Once inside, he stood for a while looking at the living room: the tapestried chairs, the low tables, the hammered brass lamps. Everything was almost in silhouette, the light was so dim. He remembered the time a half year ago he had looked at the pictures of the murdered actress, Sharon Tate, and how it had reminded him of the band. He remembered thinking that the murders seemed like the kind of thing that might easily have happened to them. He remembered looking at the picture of the actress on the front page — blond, in her twenties — and thinking how much she looked like Anita.

They were always so stoned. That was how he’d managed to steal the keys and make copies, returning the originals before anyone even noticed.

He went upstairs to the library, the place where he’d showed Mick the film three months ago. He took a glass of water upstairs with him. The house was dark and silent, and there was something about the ordinariness of the glass he took that made it more difficult to be there. He put the shopping bag down on the desk beside the reels of film and stood there for a moment before he turned and opened the cabinet. The projector was on a sliding shelf. There was a screen that pulled down over two stacks of bookcases, like something from a spy movie. He spooled the film into the projector and switched off the desk lamp and took a sip of the water. Then he sat there in the dark with the film playing and tried to imagine it: the phone lines cut, Bobby and his friends appearing in the library, breathless, on the verge of laughter.

We’re here and there’s nothing you can do about it, their faces say. We’re here and we’re not going to leave.

When they came out onstage, it was dark. The fans had been waiting for almost three hours since the last opening band’s performance. There were Hells Angels everywhere, on the amplifiers and in the middle of the stage, in the front row of the crowd, pushing them back with pool cues and with their motorcycles. Keith bent over his guitar, crouched by the drum kit. They’d heard what it was like from the opening bands, but even now that they could see it for themselves they were still going to try to play their way though it, inured by this point to riots, crowds, warnings, threats. Keith stood upright to hit his first chord, nodding his head. Mick gripped the microphone with both hands, collapsing and rising, collapsing and rising, but by the middle of the first song the stage was so crowded they couldn’t go on. Everyone was looking at a brawl on the ground. Mick stood there in his devil’s suit and top hat, unable to understand what was happening. In his motionless bewilderment, he looked for a moment even younger than he was, a stranded boy in a plastic costume.

“Everybody just cool out,” he said. “Just cool out.
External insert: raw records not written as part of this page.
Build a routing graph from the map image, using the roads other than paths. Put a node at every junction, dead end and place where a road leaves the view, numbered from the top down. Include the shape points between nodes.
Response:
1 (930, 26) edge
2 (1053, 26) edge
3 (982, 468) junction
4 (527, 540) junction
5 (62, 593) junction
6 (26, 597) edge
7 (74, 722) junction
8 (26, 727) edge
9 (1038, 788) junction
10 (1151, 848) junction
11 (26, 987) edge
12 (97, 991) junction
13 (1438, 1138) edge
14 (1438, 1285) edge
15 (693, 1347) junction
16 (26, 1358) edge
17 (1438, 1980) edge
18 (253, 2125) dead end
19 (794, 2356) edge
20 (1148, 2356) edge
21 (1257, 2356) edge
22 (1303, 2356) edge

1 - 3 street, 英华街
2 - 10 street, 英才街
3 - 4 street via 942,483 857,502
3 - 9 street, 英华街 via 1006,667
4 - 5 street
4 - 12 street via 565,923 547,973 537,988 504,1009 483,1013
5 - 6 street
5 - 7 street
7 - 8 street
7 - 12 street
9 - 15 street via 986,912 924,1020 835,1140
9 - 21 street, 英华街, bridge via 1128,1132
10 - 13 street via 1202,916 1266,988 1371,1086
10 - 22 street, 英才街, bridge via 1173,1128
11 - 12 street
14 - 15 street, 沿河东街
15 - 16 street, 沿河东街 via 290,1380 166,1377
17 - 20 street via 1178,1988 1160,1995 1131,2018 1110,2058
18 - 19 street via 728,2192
Just stop it.”

It was hard to see what was going on from the stage, through the lights. Dogs crossed in front of the microphones. When they started again, they saw girls sitting on their boyfriends’ shoulders, dancing, glitter on their cheeks, smiling or closing their eyes. They saw the raised fists, the shaking heads, and sometimes it almost looked like an ordinary crowd with the usual few scuffles at the edges. They didn’t see the boy pushing his way forward, one of the few black fans in the crowd, dressed in a fedora and a green suit, his girlfriend behind him. They didn’t see it when he brushed against a biker near the stage, not turning around when the biker grabbed his shoulder but readying himself, gathering all the anger of being in this crowd, being black in this white crowd, all of it about to usher in this moment of confrontation. They played an old song about a girl, a pared-down version, bluesy but fast, treble guitars against the batter and crash of high-hat cymbals. The boy in the green suit took one last look at the band, knowing that the bikers had him, and then he drew his gun in a sudden flash, jostled by the crowd so that his raised arm pointed for a brief moment right at Mick.